Monday 1 August 2011

Dog days and holidays

A week by the sea – not a thought spared for writing, even emails – and there’s a curious lightness to my being, a certain liberty from all things cerebral that is enlightening and emancipating.

A more enterprising would-be writer would count a holiday as a break to really get down to some serious writing. Not me. I’d rather relish the things that live and play outside my head, rather than the characters that inhabit it daily, crying out for dialogue, action, plot.

So, I’ve come home. They haven’t. They’ve been away, too, God knows where, and at this point I don’t really care. It’s hot, the AC isn’t strong enough, my desk sits in direct sunlight. An added fan brings some relief, yet still my hot brain doesn’t want to write. I’m still on a beach. My toes are in the sand, my head under a straw hat. My heart is still cooling itself in the ocean. I no more want to sweat it out with a passel of words that need re-arranging and rewriting than do the proverbial flight to the moon.

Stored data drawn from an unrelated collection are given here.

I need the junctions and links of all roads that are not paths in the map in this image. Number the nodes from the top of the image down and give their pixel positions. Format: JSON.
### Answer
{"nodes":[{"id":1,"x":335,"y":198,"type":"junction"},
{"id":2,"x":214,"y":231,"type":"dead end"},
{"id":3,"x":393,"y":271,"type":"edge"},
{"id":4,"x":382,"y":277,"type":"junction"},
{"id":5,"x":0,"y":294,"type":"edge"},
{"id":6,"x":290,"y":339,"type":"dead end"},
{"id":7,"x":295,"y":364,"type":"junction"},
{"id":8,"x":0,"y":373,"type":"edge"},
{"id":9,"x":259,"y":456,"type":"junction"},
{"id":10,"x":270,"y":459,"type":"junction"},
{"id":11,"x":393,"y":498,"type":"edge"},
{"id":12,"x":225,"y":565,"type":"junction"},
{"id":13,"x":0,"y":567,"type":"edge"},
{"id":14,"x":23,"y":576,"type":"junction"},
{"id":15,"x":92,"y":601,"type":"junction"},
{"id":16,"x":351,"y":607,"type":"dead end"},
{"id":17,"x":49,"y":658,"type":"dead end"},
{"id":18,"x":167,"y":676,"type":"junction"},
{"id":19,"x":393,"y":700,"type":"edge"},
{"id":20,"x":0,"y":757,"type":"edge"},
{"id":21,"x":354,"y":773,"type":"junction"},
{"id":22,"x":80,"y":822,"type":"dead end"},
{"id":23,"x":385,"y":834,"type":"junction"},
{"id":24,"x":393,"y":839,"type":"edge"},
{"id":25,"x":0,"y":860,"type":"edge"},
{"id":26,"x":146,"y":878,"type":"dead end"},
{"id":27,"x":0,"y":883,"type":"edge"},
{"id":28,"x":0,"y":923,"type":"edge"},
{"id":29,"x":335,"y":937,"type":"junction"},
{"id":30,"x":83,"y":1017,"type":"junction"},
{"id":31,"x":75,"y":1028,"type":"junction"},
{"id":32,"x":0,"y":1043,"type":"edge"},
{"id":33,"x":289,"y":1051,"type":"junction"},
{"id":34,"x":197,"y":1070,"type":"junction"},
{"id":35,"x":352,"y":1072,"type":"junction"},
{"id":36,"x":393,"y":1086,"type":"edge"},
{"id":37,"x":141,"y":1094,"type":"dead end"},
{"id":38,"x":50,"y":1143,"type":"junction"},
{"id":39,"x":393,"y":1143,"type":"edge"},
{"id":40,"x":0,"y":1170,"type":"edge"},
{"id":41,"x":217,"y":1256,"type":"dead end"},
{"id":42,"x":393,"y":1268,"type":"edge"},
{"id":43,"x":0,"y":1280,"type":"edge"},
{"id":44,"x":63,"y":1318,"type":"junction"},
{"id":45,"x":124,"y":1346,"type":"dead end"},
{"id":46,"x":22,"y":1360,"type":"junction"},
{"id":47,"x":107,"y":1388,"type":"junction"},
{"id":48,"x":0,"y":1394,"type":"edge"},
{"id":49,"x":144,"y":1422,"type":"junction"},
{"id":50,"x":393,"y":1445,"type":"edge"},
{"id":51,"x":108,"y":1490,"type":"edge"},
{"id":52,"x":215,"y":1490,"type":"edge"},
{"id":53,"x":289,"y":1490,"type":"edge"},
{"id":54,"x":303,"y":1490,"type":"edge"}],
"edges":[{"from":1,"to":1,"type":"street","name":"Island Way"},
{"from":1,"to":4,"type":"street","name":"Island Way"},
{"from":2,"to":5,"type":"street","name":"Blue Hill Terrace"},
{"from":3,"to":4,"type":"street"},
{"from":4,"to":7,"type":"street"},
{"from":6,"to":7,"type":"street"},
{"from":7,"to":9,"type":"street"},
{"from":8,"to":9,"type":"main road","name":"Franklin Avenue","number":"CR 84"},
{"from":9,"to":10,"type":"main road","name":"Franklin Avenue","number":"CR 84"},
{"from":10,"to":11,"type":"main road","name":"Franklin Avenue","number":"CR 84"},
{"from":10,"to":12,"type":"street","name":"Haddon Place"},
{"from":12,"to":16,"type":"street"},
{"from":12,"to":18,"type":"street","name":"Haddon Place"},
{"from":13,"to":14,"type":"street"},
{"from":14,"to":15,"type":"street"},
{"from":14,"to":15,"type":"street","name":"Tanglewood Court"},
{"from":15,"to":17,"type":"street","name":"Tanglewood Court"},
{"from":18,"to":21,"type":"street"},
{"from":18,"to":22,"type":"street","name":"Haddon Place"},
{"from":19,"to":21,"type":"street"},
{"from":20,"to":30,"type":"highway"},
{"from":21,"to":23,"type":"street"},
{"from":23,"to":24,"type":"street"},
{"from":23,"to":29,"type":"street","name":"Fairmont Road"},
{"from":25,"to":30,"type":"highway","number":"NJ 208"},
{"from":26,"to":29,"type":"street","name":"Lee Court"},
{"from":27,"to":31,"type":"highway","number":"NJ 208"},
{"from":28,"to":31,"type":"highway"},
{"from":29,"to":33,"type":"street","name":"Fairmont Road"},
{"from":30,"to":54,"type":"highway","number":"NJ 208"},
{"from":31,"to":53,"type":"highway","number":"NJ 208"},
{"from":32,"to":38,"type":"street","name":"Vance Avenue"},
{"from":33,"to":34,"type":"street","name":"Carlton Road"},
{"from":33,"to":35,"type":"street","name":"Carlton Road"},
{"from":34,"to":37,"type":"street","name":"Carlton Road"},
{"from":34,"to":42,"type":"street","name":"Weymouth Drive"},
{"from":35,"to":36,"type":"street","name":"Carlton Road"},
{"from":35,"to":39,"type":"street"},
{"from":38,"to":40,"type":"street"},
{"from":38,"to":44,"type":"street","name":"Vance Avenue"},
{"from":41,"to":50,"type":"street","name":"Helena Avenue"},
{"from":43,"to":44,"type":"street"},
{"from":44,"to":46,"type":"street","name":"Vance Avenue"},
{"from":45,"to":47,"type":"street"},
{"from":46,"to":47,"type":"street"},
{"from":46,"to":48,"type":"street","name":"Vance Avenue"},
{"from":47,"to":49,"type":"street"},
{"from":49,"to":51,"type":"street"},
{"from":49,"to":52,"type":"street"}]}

My characters all live in England. It’s November there, it’s rainy a lot of the time, and there’s angst and a few murders to be solved. They’re all wearing wool suits and good stout shoes and it’s cold. There’s fog, drizzle and each home, office or building they enter and inhabit is damp, moldy, and without central heat. All in all, it’s a world away from our hot summer. A bit of cold damp is highly appealing right now, but how to get there? How to recapture the presence and personalities of those characters that were carefully produced and assembled in my head? I’ve missed their foibles and strengths, curiosity and courage, but I’m reluctant, in these dog days of our brief summer, to plunge into their world again.

Those experts are right: One must write every single day, otherwise you risk losing your momentum, your flow, your initiative. Seems mine went out with the tide and didn’t return.

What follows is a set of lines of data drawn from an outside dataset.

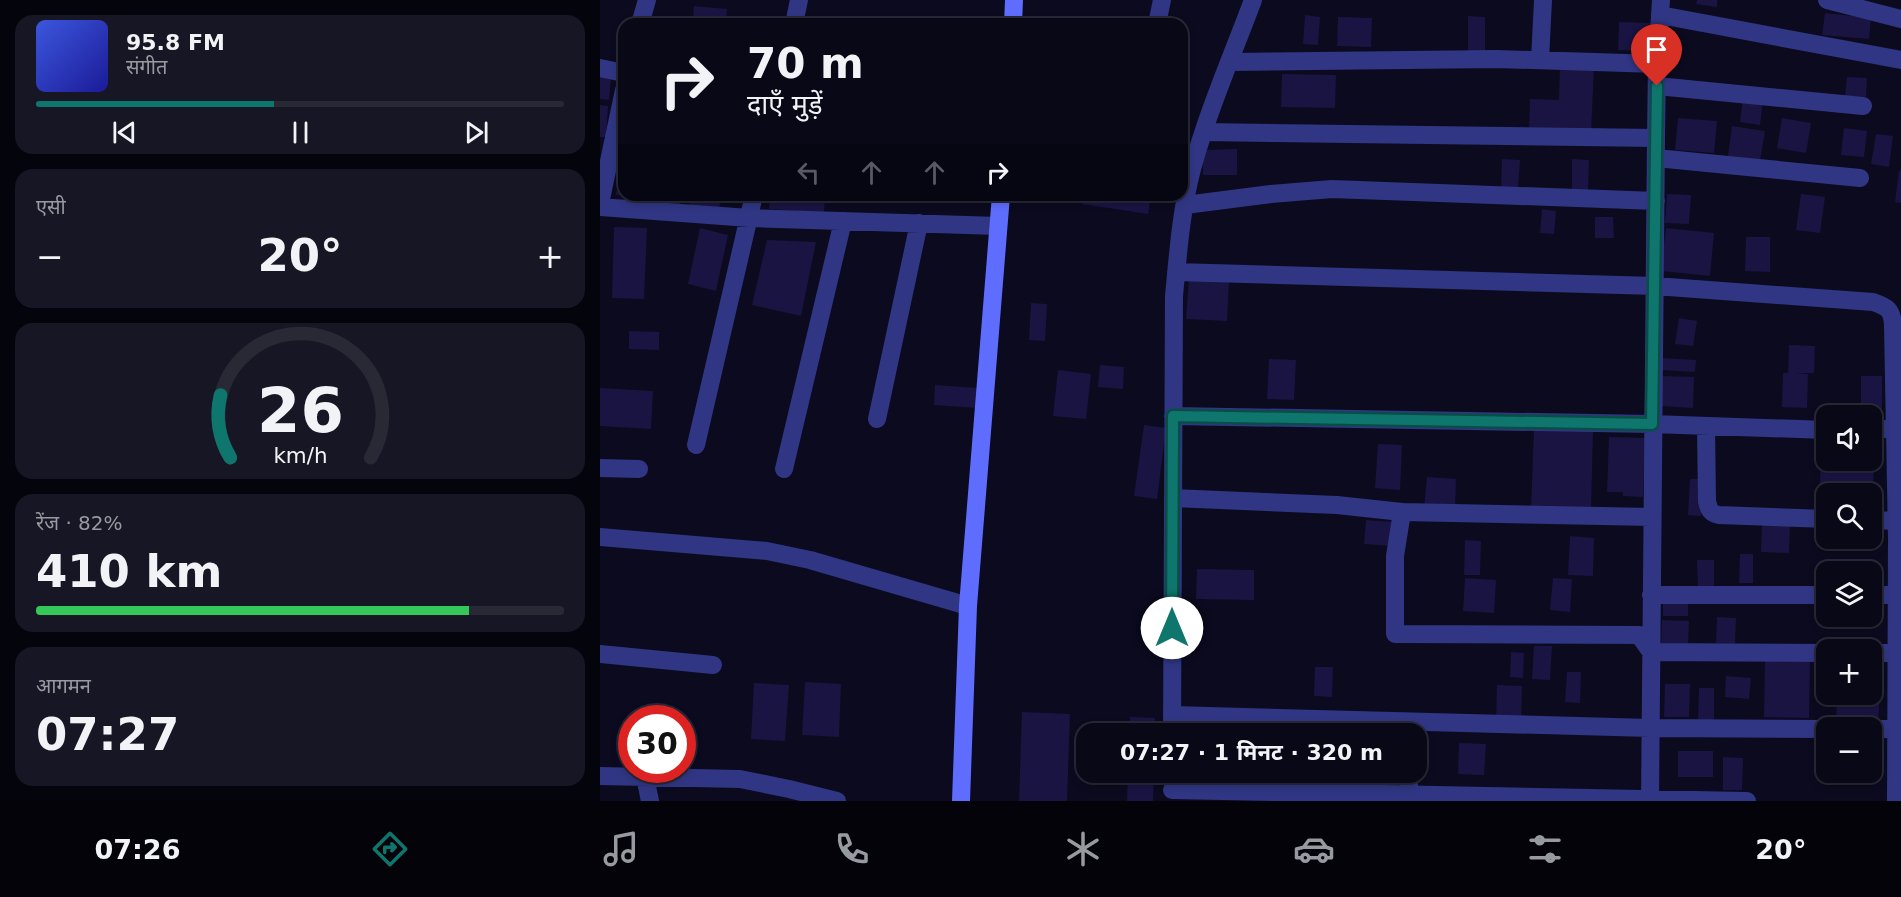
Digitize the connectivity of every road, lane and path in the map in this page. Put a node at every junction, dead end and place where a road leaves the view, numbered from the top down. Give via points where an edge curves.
1 (647, 0) edge
2 (800, 0) edge
3 (1014, 0) edge
4 (1162, 0) edge
5 (1253, 0) edge
6 (1543, 0) edge
7 (1827, 0) edge
8 (1661, 8) edge
9 (642, 18) edge
10 (796, 18) edge
11 (1012, 18) edge
12 (1158, 18) edge
13 (1901, 19) edge
14 (1540, 60) junction
15 (1901, 60) edge
16 (1230, 62) junction
17 (1657, 64) junction
18 (600, 68) edge
19 (618, 72) edge
20 (1657, 86) junction
21 (1863, 106) dead end
22 (618, 119) edge
23 (1204, 132) junction
24 (1656, 138) junction
25 (1656, 158) junction
26 (1860, 178) dead end
27 (1188, 190) edge
28 (753, 201) edge
29 (1000, 201) edge
30 (1186, 201) edge
31 (1656, 201) junction
32 (1185, 205) junction
33 (600, 206) edge
34 (749, 218) junction
35 (843, 221) junction
36 (919, 224) junction
37 (998, 226) junction
38 (1176, 273) junction
39 (1655, 286) junction
40 (1897, 315) edge
41 (1173, 416) junction
42 (877, 419) dead end
43 (1652, 424) junction
44 (1706, 426) junction
45 (1882, 429) edge
46 (1898, 429) edge
47 (1816, 430) edge
48 (696, 445) dead end
49 (600, 468) edge
50 (639, 469) dead end
51 (784, 469) dead end
52 (1173, 498) junction
53 (1402, 512) junction
54 (1652, 517) junction
55 (1816, 519) edge
56 (1882, 525) edge
57 (1898, 533) edge
58 (600, 537) edge
59 (1651, 595) junction
60 (1816, 595) edge
61 (1882, 595) edge
62 (1896, 595) junction
63 (968, 606) junction
64 (1651, 652) junction
65 (1816, 653) edge
66 (1882, 653) edge
67 (1898, 653) edge
68 (600, 654) edge
69 (713, 665) dead end
70 (1172, 723) edge
71 (1427, 728) edge
72 (1650, 728) junction
73 (1816, 729) edge
74 (1882, 729) edge
75 (1898, 729) edge
76 (600, 776) edge
77 (618, 776) edge
78 (696, 778) edge
79 (646, 783) edge
80 (1172, 788) edge
81 (1409, 798) edge
82 (1650, 800) edge
83 (650, 801) edge
84 (837, 801) edge
85 (961, 801) edge
86 (1747, 801) edge
87 (1896, 801) edge

1 - 9 street
2 - 10 street
3 - 11 street
4 - 12 street
5 - 16 street
6 - 14 street
7 - 13 street
8 - 15 street
8 - 17 street
14 - 16 street
14 - 17 street
16 - 23 street
17 - 20 street
18 - 19 street
20 - 21 street
20 - 24 street
22 - 33 street
23 - 24 street
23 - 27 street
24 - 25 street
25 - 26 street
25 - 31 street
28 - 34 street
29 - 37 street
30 - 32 street
31 - 32 street via 1332,189
31 - 39 street
32 - 38 street
33 - 34 street
34 - 35 street
34 - 48 street
35 - 36 street
35 - 51 street
36 - 37 street
36 - 42 street
37 - 63 street
38 - 39 street
38 - 41 street
39 - 40 street via 1873,302
39 - 43 street
40 - 46 street
41 - 43 street
41 - 52 street
43 - 44 street
43 - 54 street
44 - 47 street
44 - 55 street via 1707,501 1712,513
45 - 46 street
46 - 57 street
49 - 50 street
52 - 53 street via 1337,505
52 - 70 street
53 - 54 street
53 - 64 street via 1395,556 1395,634 1639,635
54 - 59 street
56 - 57 street
57 - 62 street
58 - 63 street via 767,550
59 - 60 street
59 - 64 street
61 - 62 street
62 - 67 street
63 - 85 street
64 - 65 street
64 - 72 street
66 - 67 street
67 - 75 street
68 - 69 street
71 - 72 street
72 - 73 street
72 - 82 street
74 - 75 street
75 - 87 street
76 - 77 street
78 - 84 street via 740,779
79 - 83 street
80 - 81 street
81 - 82 street
82 - 86 street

But write I must, heat or no heat. The people in my head seem to be returning, even as I plunk away here at the keyboard, and they’re beginning to hammer at the door to my overheated creativity. They want out again. They want to get back to work. They tell me they were at the seaside, too, walking the beach, dining out, gazing at stars, breathing that energizing sea air. They enjoyed the break from the November rain, they say. Now it’s time to get back to solving those appalling murders. Fun is fun, but justice is far more important, they say. So get over it and get back to it.

The dog days, at least for now, seem to be over. So are my holidays.